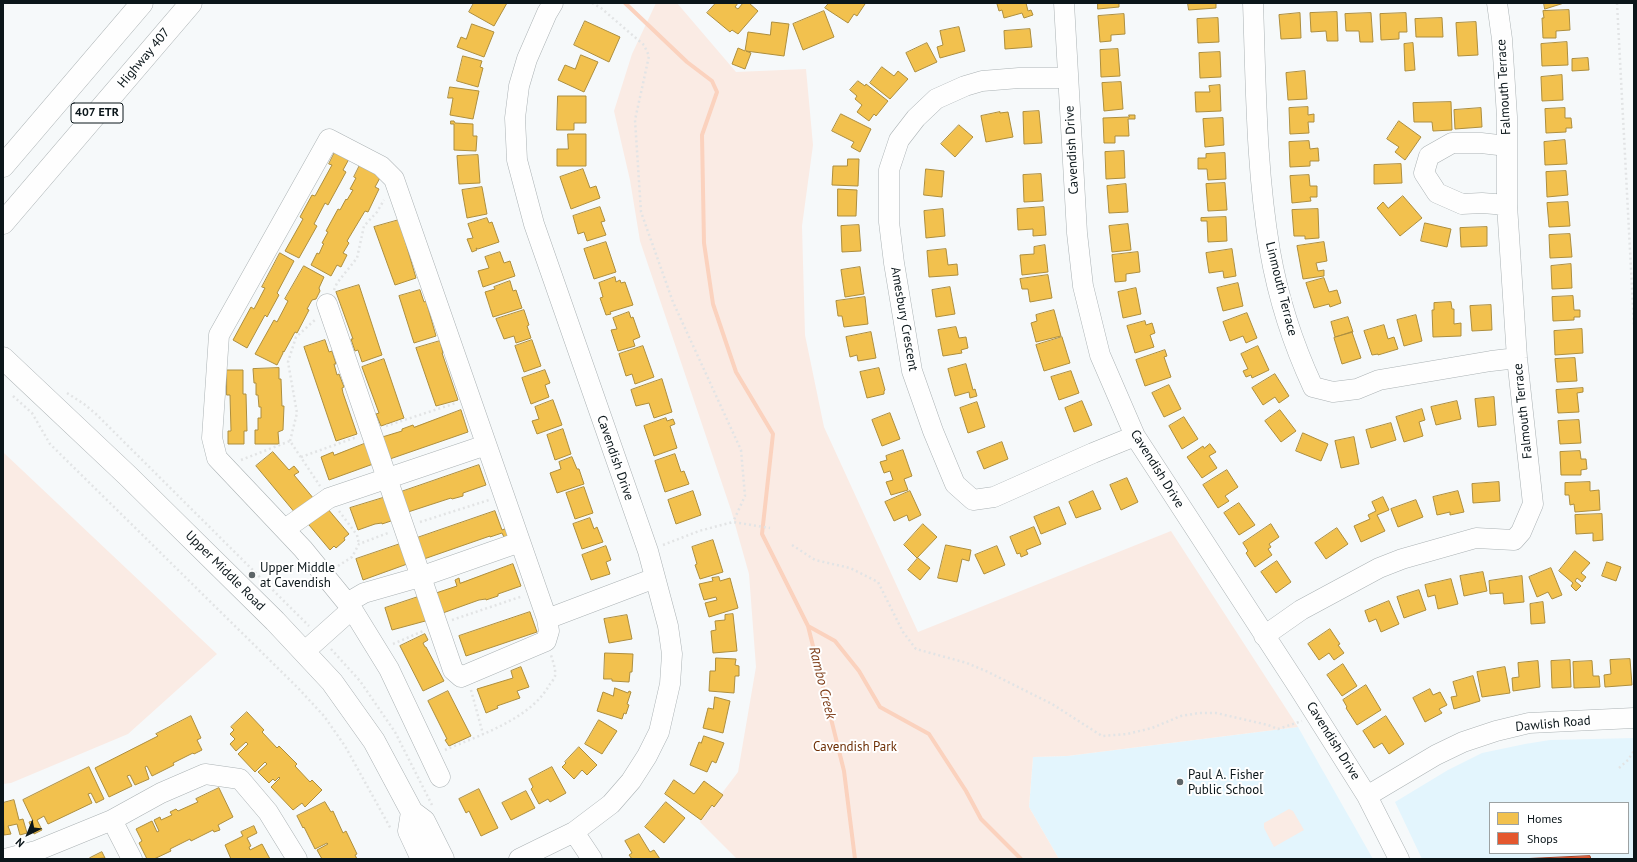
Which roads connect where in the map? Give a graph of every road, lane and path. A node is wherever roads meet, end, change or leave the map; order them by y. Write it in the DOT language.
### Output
graph roads {
  1 [pos="142,3"];
  2 [pos="191,3"];
  3 [pos="553,3"];
  4 [pos="592,3"];
  5 [pos="1064,3"];
  6 [pos="1253,3"];
  7 [pos="1497,3"];
  8 [pos="1617,3"];
  9 [pos="1068,78"];
  10 [pos="1507,146"];
  11 [pos="3,166"];
  12 [pos="1507,205"];
  13 [pos="3,223"];
  14 [pos="327,304"];
  15 [pos="1634,326"];
  16 [pos="3,358"];
  17 [pos="1517,358"];
  18 [pos="13,396"];
  19 [pos="1135,436"];
  20 [pos="486,445"];
  21 [pos="226,466"];
  22 [pos="386,479"];
  23 [pos="329,498"];
  24 [pos="734,522"];
  25 [pos="770,528"];
  26 [pos="285,529"];
  27 [pos="520,542"];
  28 [pos="359,544"];
  29 [pos="792,545"];
  30 [pos="648,551"];
  31 [pos="420,577"];
  32 [pos="655,578"];
  33 [pos="537,592"];
  34 [pos="349,606"];
  35 [pos="547,619"];
  36 [pos="437,625"];
  37 [pos="1264,636"];
  38 [pos="546,642"];
  39 [pos="378,651"];
  40 [pos="304,652"];
  41 [pos="467,674"];
  42 [pos="1634,718"];
  43 [pos="1318,719"];
  44 [pos="483,734"];
  45 [pos="1634,751"];
  46 [pos="430,756"];
  47 [pos="1619,768"];
  48 [pos="440,777"];
  49 [pos="1368,796"];
  50 [pos="412,812"];
  51 [pos="112,820"];
  52 [pos="574,832"];
  53 [pos="393,834"];
  54 [pos="5,859"];
  55 [pos="132,859"];
  56 [pos="297,859"];
  57 [pos="422,859"];
  58 [pos="443,859"];
  59 [pos="519,859"];
  60 [pos="592,859"];
  61 [pos="1399,859"];
  1 -- 11 [label="main road, 407 ETR"];
  2 -- 13 [label="main road, Highway 407 / 407 ETR"];
  3 -- 30 [label="street, Cavendish Drive"];
  4 -- 24 [label="path"];
  5 -- 9 [label="street, Cavendish Drive"];
  6 -- 17 [label="street, Linmouth Terrace"];
  7 -- 10 [label="street, Falmouth Terrace"];
  8 -- 15 [label="path"];
  9 -- 19 [label="street, Cavendish Drive"];
  9 -- 19 [label="street, Amesbury Crescent"];
  10 -- 12 [label="street, Falmouth Terrace"];
  10 -- 12 [label="street"];
  12 -- 17 [label="street, Falmouth Terrace"];
  14 -- 22 [label="street"];
  16 -- 40 [label="main road, Upper Middle Road"];
  17 -- 37 [label="street, Falmouth Terrace"];
  18 -- 53 [label="path"];
  19 -- 37 [label="street, Cavendish Drive"];
  20 -- 21 [label="street"];
  20 -- 22 [label="street"];
  20 -- 27 [label="street"];
  21 -- 23 [label="path"];
  21 -- 26 [label="street"];
  22 -- 23 [label="street"];
  22 -- 31 [label="street"];
  23 -- 26 [label="street"];
  23 -- 28 [label="path"];
  24 -- 25 [label="path"];
  24 -- 30 [label="path"];
  26 -- 34 [label="street"];
  27 -- 31 [label="street"];
  27 -- 33 [label="street"];
  29 -- 43 [label="path"];
  30 -- 32 [label="street, Cavendish Drive"];
  31 -- 34 [label="street"];
  31 -- 36 [label="street"];
  32 -- 35 [label="street"];
  32 -- 52 [label="street, Cavendish Drive"];
  33 -- 35 [label="street"];
  33 -- 36 [label="path"];
  34 -- 39 [label="street"];
  34 -- 40 [label="street"];
  35 -- 38 [label="street"];
  36 -- 39 [label="path"];
  36 -- 41 [label="street"];
  37 -- 43 [label="street, Cavendish Drive"];
  38 -- 41 [label="street"];
  38 -- 44 [label="path"];
  39 -- 46 [label="street"];
  40 -- 50 [label="main road, Upper Middle Road"];
  41 -- 44 [label="path"];
  42 -- 49 [label="street, Dawlish Road"];
  43 -- 49 [label="street, Cavendish Drive"];
  44 -- 46 [label="path"];
  45 -- 47 [label="path"];
  46 -- 48 [label="street"];
  49 -- 61 [label="street, Cavendish Drive"];
  50 -- 57 [label="main road"];
  50 -- 58 [label="main road, Upper Middle Road"];
  51 -- 54 [label="street"];
  51 -- 55 [label="street"];
  51 -- 56 [label="street"];
  52 -- 59 [label="street, Cavendish Drive"];
  52 -- 60 [label="street"];
}
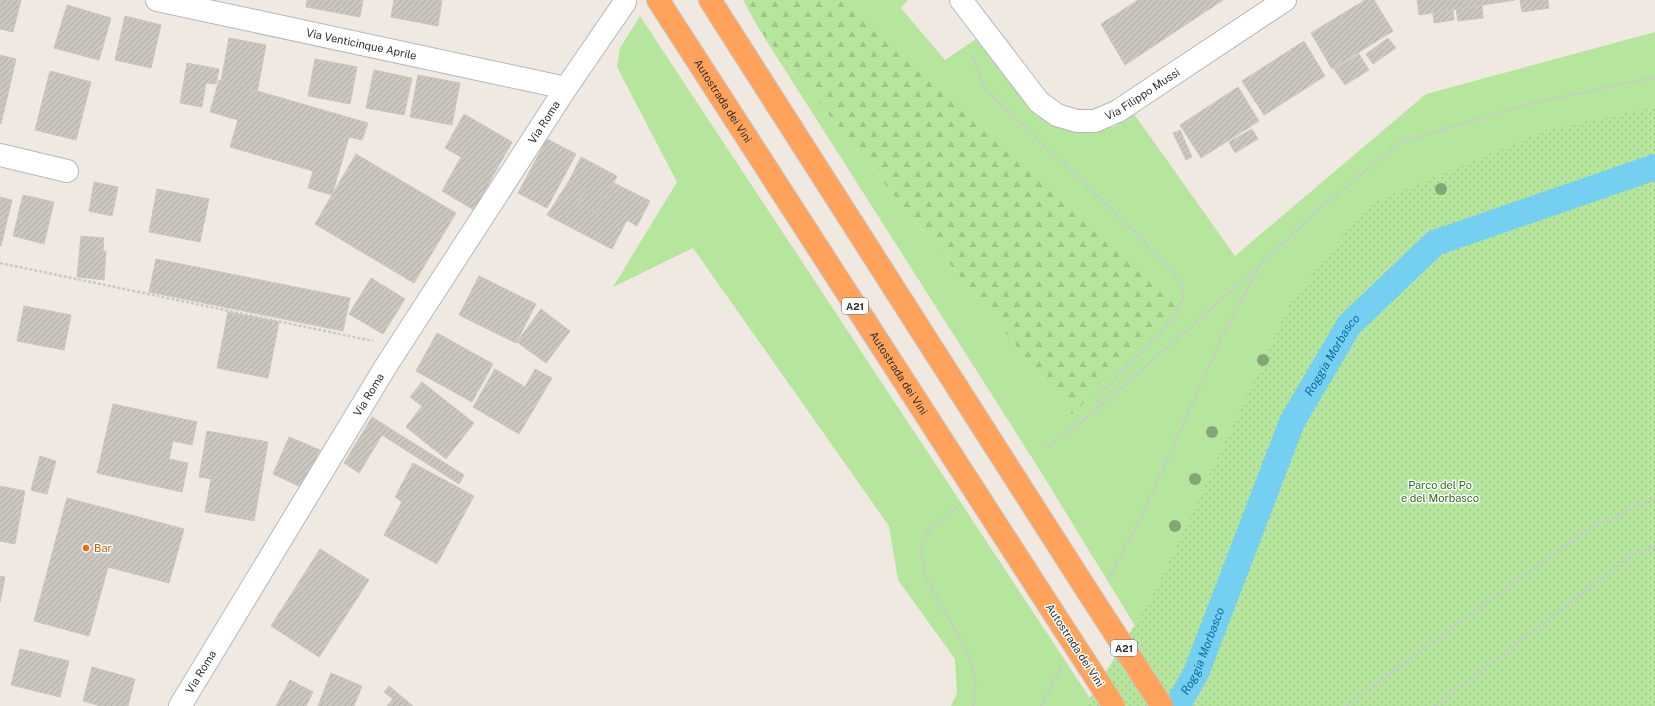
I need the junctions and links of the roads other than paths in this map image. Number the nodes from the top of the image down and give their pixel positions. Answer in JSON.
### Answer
{"nodes":[{"id":1,"x":157,"y":0,"type":"edge"},
{"id":2,"x":658,"y":0,"type":"edge"},
{"id":3,"x":710,"y":0,"type":"edge"},
{"id":4,"x":961,"y":0,"type":"edge"},
{"id":5,"x":1285,"y":0,"type":"edge"},
{"id":6,"x":625,"y":2,"type":"dead end"},
{"id":7,"x":566,"y":88,"type":"junction"},
{"id":8,"x":0,"y":155,"type":"edge"},
{"id":9,"x":67,"y":171,"type":"dead end"},
{"id":10,"x":180,"y":706,"type":"edge"},
{"id":11,"x":1114,"y":706,"type":"edge"},
{"id":12,"x":1162,"y":706,"type":"edge"}],
"edges":[{"from":1,"to":7,"type":"street","name":"Via Venticinque Aprile"},
{"from":2,"to":11,"type":"highway","name":"Autostrada dei Vini","number":"A21","bridge":true},
{"from":3,"to":12,"type":"highway","number":"A21","bridge":true},
{"from":4,"to":5,"type":"street","name":"Via Filippo Mussi"},
{"from":6,"to":7,"type":"street","name":"Via Roma"},
{"from":7,"to":10,"type":"street","name":"Via Roma"},
{"from":8,"to":9,"type":"street"}]}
******************************
Restate the records above word for word. Skip every picture.

Which roads connect where in the map? Give a graph of every road, lane and path. A node is wherever roads meet, end, change or leave the map; order them by y. Write it in the DOT language.
### Output
graph roads {
  1 [pos="142,3"];
  2 [pos="191,3"];
  3 [pos="553,3"];
  4 [pos="592,3"];
  5 [pos="1064,3"];
  6 [pos="1253,3"];
  7 [pos="1497,3"];
  8 [pos="1617,3"];
  9 [pos="1068,78"];
  10 [pos="1507,146"];
  11 [pos="3,166"];
  12 [pos="1507,205"];
  13 [pos="3,223"];
  14 [pos="327,304"];
  15 [pos="1634,326"];
  16 [pos="3,358"];
  17 [pos="1517,358"];
  18 [pos="13,396"];
  19 [pos="1135,436"];
  20 [pos="486,445"];
  21 [pos="226,466"];
  22 [pos="386,479"];
  23 [pos="329,498"];
  24 [pos="734,522"];
  25 [pos="770,528"];
  26 [pos="285,529"];
  27 [pos="520,542"];
  28 [pos="359,544"];
  29 [pos="792,545"];
  30 [pos="648,551"];
  31 [pos="420,577"];
  32 [pos="655,578"];
  33 [pos="537,592"];
  34 [pos="349,606"];
  35 [pos="547,619"];
  36 [pos="437,625"];
  37 [pos="1264,636"];
  38 [pos="546,642"];
  39 [pos="378,651"];
  40 [pos="304,652"];
  41 [pos="467,674"];
  42 [pos="1634,718"];
  43 [pos="1318,719"];
  44 [pos="483,734"];
  45 [pos="1634,751"];
  46 [pos="430,756"];
  47 [pos="1619,768"];
  48 [pos="440,777"];
  49 [pos="1368,796"];
  50 [pos="412,812"];
  51 [pos="112,820"];
  52 [pos="574,832"];
  53 [pos="393,834"];
  54 [pos="5,859"];
  55 [pos="132,859"];
  56 [pos="297,859"];
  57 [pos="422,859"];
  58 [pos="443,859"];
  59 [pos="519,859"];
  60 [pos="592,859"];
  61 [pos="1399,859"];
  1 -- 11 [label="main road, 407 ETR"];
  2 -- 13 [label="main road, Highway 407 / 407 ETR"];
  3 -- 30 [label="street, Cavendish Drive"];
  4 -- 24 [label="path"];
  5 -- 9 [label="street, Cavendish Drive"];
  6 -- 17 [label="street, Linmouth Terrace"];
  7 -- 10 [label="street, Falmouth Terrace"];
  8 -- 15 [label="path"];
  9 -- 19 [label="street, Cavendish Drive"];
  9 -- 19 [label="street, Amesbury Crescent"];
  10 -- 12 [label="street, Falmouth Terrace"];
  10 -- 12 [label="street"];
  12 -- 17 [label="street, Falmouth Terrace"];
  14 -- 22 [label="street"];
  16 -- 40 [label="main road, Upper Middle Road"];
  17 -- 37 [label="street, Falmouth Terrace"];
  18 -- 53 [label="path"];
  19 -- 37 [label="street, Cavendish Drive"];
  20 -- 21 [label="street"];
  20 -- 22 [label="street"];
  20 -- 27 [label="street"];
  21 -- 23 [label="path"];
  21 -- 26 [label="street"];
  22 -- 23 [label="street"];
  22 -- 31 [label="street"];
  23 -- 26 [label="street"];
  23 -- 28 [label="path"];
  24 -- 25 [label="path"];
  24 -- 30 [label="path"];
  26 -- 34 [label="street"];
  27 -- 31 [label="street"];
  27 -- 33 [label="street"];
  29 -- 43 [label="path"];
  30 -- 32 [label="street, Cavendish Drive"];
  31 -- 34 [label="street"];
  31 -- 36 [label="street"];
  32 -- 35 [label="street"];
  32 -- 52 [label="street, Cavendish Drive"];
  33 -- 35 [label="street"];
  33 -- 36 [label="path"];
  34 -- 39 [label="street"];
  34 -- 40 [label="street"];
  35 -- 38 [label="street"];
  36 -- 39 [label="path"];
  36 -- 41 [label="street"];
  37 -- 43 [label="street, Cavendish Drive"];
  38 -- 41 [label="street"];
  38 -- 44 [label="path"];
  39 -- 46 [label="street"];
  40 -- 50 [label="main road, Upper Middle Road"];
  41 -- 44 [label="path"];
  42 -- 49 [label="street, Dawlish Road"];
  43 -- 49 [label="street, Cavendish Drive"];
  44 -- 46 [label="path"];
  45 -- 47 [label="path"];
  46 -- 48 [label="street"];
  49 -- 61 [label="street, Cavendish Drive"];
  50 -- 57 [label="main road"];
  50 -- 58 [label="main road, Upper Middle Road"];
  51 -- 54 [label="street"];
  51 -- 55 [label="street"];
  51 -- 56 [label="street"];
  52 -- 59 [label="street, Cavendish Drive"];
  52 -- 60 [label="street"];
}
I need the junctions and links of the roads other than paths in this map image. Number the nodes from the top of the image down and give their pixel positions. Answer in JSON.
### Answer
{"nodes":[{"id":1,"x":157,"y":0,"type":"edge"},
{"id":2,"x":658,"y":0,"type":"edge"},
{"id":3,"x":710,"y":0,"type":"edge"},
{"id":4,"x":961,"y":0,"type":"edge"},
{"id":5,"x":1285,"y":0,"type":"edge"},
{"id":6,"x":625,"y":2,"type":"dead end"},
{"id":7,"x":566,"y":88,"type":"junction"},
{"id":8,"x":0,"y":155,"type":"edge"},
{"id":9,"x":67,"y":171,"type":"dead end"},
{"id":10,"x":180,"y":706,"type":"edge"},
{"id":11,"x":1114,"y":706,"type":"edge"},
{"id":12,"x":1162,"y":706,"type":"edge"}],
"edges":[{"from":1,"to":7,"type":"street","name":"Via Venticinque Aprile"},
{"from":2,"to":11,"type":"highway","name":"Autostrada dei Vini","number":"A21","bridge":true},
{"from":3,"to":12,"type":"highway","number":"A21","bridge":true},
{"from":4,"to":5,"type":"street","name":"Via Filippo Mussi"},
{"from":6,"to":7,"type":"street","name":"Via Roma"},
{"from":7,"to":10,"type":"street","name":"Via Roma"},
{"from":8,"to":9,"type":"street"}]}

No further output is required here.